*What the exercise asks*
"Mohammad" is the word to look for; copy each line of the listing where it occurs.
━━━ Records provided
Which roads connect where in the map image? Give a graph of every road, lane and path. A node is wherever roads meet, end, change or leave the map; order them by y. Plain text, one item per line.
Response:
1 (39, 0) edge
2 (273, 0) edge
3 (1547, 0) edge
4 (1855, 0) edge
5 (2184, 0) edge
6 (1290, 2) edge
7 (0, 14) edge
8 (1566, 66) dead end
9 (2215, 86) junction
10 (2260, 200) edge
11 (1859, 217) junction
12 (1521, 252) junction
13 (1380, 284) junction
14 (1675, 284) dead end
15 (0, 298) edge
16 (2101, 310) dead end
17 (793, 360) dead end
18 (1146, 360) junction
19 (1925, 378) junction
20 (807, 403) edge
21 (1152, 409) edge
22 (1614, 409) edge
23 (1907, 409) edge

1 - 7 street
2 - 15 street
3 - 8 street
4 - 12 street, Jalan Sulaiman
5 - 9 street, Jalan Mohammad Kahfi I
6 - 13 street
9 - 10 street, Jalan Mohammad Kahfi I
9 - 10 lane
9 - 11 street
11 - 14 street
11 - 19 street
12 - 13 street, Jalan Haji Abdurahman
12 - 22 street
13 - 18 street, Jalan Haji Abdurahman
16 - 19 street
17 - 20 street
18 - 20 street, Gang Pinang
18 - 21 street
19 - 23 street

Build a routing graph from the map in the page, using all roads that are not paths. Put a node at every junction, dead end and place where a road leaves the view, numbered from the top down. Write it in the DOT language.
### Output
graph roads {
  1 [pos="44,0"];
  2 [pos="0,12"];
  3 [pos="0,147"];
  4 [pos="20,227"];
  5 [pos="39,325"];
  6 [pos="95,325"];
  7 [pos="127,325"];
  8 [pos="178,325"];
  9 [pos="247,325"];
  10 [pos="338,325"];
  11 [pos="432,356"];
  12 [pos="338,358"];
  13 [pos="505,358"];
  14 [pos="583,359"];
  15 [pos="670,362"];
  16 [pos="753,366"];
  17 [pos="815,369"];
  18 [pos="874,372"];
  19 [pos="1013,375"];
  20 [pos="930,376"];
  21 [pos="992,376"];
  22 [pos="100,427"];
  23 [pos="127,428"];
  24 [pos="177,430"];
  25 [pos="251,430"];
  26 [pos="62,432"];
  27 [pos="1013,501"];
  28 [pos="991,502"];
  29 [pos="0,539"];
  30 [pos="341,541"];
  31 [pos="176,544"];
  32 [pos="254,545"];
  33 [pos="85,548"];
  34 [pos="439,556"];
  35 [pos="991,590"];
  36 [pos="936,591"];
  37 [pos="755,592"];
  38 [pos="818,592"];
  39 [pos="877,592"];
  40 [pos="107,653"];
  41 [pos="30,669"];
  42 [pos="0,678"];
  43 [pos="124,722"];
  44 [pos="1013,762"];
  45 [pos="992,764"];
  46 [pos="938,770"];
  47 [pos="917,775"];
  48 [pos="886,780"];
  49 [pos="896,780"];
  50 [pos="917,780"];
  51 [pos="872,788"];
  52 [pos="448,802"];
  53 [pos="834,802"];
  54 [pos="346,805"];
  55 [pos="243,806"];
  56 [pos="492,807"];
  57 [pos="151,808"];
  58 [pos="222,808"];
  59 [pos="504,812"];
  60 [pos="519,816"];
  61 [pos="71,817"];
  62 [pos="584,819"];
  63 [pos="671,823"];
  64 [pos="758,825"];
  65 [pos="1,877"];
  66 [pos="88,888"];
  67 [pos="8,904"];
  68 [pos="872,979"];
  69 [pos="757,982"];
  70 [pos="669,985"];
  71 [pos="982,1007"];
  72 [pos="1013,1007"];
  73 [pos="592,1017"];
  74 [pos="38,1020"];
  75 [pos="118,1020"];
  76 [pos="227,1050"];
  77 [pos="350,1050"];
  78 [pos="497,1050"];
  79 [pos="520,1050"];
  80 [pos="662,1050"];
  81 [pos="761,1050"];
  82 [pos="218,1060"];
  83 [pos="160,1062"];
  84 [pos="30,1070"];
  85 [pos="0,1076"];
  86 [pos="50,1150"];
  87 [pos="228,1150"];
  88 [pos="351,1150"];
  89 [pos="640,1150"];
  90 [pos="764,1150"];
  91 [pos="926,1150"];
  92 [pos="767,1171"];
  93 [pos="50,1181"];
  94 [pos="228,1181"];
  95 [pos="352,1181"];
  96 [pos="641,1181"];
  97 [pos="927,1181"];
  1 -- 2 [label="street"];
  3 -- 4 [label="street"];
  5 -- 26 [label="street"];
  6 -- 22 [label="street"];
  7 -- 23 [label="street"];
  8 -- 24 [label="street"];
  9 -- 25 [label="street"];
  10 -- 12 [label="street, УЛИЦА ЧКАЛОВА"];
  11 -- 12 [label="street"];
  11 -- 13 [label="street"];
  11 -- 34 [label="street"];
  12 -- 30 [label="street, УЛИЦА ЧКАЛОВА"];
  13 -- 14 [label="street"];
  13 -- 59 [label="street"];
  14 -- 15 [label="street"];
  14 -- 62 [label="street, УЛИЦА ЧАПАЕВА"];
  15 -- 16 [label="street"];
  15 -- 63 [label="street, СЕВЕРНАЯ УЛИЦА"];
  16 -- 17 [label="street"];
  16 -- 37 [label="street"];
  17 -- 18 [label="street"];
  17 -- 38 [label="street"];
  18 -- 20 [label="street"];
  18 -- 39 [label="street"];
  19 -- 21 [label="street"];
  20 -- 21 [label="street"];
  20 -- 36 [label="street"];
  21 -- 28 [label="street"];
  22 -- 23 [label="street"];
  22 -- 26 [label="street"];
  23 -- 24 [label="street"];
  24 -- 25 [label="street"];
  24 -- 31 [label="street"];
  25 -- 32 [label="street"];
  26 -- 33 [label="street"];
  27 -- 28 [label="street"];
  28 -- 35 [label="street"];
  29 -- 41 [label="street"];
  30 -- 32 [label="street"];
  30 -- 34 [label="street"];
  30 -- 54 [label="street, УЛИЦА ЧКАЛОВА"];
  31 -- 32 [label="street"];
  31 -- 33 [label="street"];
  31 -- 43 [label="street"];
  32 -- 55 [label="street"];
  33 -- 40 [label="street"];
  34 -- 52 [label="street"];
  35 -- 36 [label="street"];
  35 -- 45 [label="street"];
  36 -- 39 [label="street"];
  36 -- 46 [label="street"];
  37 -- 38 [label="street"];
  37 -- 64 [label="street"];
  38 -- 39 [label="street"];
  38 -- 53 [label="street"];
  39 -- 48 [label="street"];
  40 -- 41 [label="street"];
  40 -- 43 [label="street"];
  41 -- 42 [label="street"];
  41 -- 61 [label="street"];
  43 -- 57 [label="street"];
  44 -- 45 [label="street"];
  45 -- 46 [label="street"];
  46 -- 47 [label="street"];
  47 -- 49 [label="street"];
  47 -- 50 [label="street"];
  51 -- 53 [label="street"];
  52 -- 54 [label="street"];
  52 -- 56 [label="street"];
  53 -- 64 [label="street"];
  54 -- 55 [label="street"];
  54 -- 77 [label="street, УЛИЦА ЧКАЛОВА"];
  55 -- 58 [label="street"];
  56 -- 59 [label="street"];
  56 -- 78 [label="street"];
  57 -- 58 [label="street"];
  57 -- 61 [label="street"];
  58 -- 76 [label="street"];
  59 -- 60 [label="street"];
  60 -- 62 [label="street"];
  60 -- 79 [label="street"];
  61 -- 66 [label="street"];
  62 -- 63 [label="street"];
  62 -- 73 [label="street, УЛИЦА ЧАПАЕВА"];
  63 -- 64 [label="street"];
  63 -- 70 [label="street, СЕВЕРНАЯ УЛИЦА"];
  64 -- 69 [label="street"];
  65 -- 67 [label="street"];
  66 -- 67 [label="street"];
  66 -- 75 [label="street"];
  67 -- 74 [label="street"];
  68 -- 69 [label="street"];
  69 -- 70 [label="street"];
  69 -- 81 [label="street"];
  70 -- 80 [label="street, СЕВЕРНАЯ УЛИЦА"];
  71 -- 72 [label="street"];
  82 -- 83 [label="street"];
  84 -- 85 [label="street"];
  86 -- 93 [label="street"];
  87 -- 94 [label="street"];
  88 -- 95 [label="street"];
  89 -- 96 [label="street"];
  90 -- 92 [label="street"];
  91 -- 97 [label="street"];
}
━━━━━━
*The answer*
5 - 9 street, Jalan Mohammad Kahfi I
9 - 10 street, Jalan Mohammad Kahfi I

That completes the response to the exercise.